According to a new report from CIR, an industry analyst firm, the market for telecommunications and datacom transmission modules will reach $ 13.4 billion by 2012. The report is the next in a series from CIR that examines market and technology trends and opportunities in the optical communications sector.
According to CIR, several factors are driving the transmission modules market:
The network is becoming increasingly fiberized with widespread deployment of 10 GigE, traditional copper infrastructure being abandoned in the data center with Fibre Channel (at 4 Gbps and above) and parallel optics assuming a growing role and PON architecture at last bringing fiber to the home.
In the 10 GigE sector, replacing XENPAK, X2 and XPAK with XFP (including XFP-E) and SFP+ presents numerous opportunities, especially since the boundaries between these two emerging MSAs have yet to be defined. CIR believes that the market for SFP+ and XFP transceivers will reach $1.0 billion and $0.9 billion respectively by 2012.
Technological innovations are also creating new opportunities in the 10 GigE sector. Electronic dispersion compensation (EDC) has helped create an entirely new serial 10 GigE standard called LRM with broad range of applications. And, 10GBASE-T capitalizes on new forms of copper cabling and signal processing to extend the reach of copper networks. 10GBASE-T alone should clock up $724 million in revenues in 2012
Fibre Channel is very much in the ascendant with higher data rates (4 Gbps and soon 8 Gbps) at the start of their growth curve. There is also the possibility that Fibre Channel will break out from the SAN market and find applications in mainframe-to-mainframe interconnection and in grid computing. CIR expects that the total value for Fibre Channel modules in 2012 will amount to $747 million.
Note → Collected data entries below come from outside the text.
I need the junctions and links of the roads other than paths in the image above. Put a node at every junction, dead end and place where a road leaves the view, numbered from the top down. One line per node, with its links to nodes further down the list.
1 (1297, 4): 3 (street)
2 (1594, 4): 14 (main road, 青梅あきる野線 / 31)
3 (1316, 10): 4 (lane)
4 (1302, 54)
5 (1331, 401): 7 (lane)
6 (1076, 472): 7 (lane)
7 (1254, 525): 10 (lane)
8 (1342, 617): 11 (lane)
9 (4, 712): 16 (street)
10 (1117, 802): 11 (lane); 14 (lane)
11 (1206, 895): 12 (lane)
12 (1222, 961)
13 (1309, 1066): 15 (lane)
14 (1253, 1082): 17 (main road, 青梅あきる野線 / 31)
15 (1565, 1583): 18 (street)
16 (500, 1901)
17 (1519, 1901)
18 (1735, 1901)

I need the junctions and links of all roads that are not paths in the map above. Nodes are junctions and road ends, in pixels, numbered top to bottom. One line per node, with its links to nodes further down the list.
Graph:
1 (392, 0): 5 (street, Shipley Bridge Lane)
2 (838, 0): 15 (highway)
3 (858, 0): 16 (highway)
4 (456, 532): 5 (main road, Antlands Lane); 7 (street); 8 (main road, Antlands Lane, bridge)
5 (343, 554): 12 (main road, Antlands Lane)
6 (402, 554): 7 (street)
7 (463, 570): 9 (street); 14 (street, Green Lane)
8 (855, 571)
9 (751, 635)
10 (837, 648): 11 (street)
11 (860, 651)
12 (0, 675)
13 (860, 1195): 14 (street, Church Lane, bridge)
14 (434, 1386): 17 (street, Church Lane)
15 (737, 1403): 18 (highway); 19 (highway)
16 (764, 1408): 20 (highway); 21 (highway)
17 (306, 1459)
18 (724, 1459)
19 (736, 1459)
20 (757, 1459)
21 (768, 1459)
WDM is being spurred by growing bandwidth demands, the opportunity to eliminate costly OEO conversions and the availability of more flexible bandwidth management in WDM equipment. In this sector, many of the opportunities have to do with tunability, a technique whose capabilities have yet to be fully explored. At the module level this translates into demand for more tunable modules (especially pluggable ones) and the ability to bring cost points down to where tunables can be used more widely in metro (and perhaps even in access) networks. According to CIR WDM modules should reach $2.2 billion by 2012.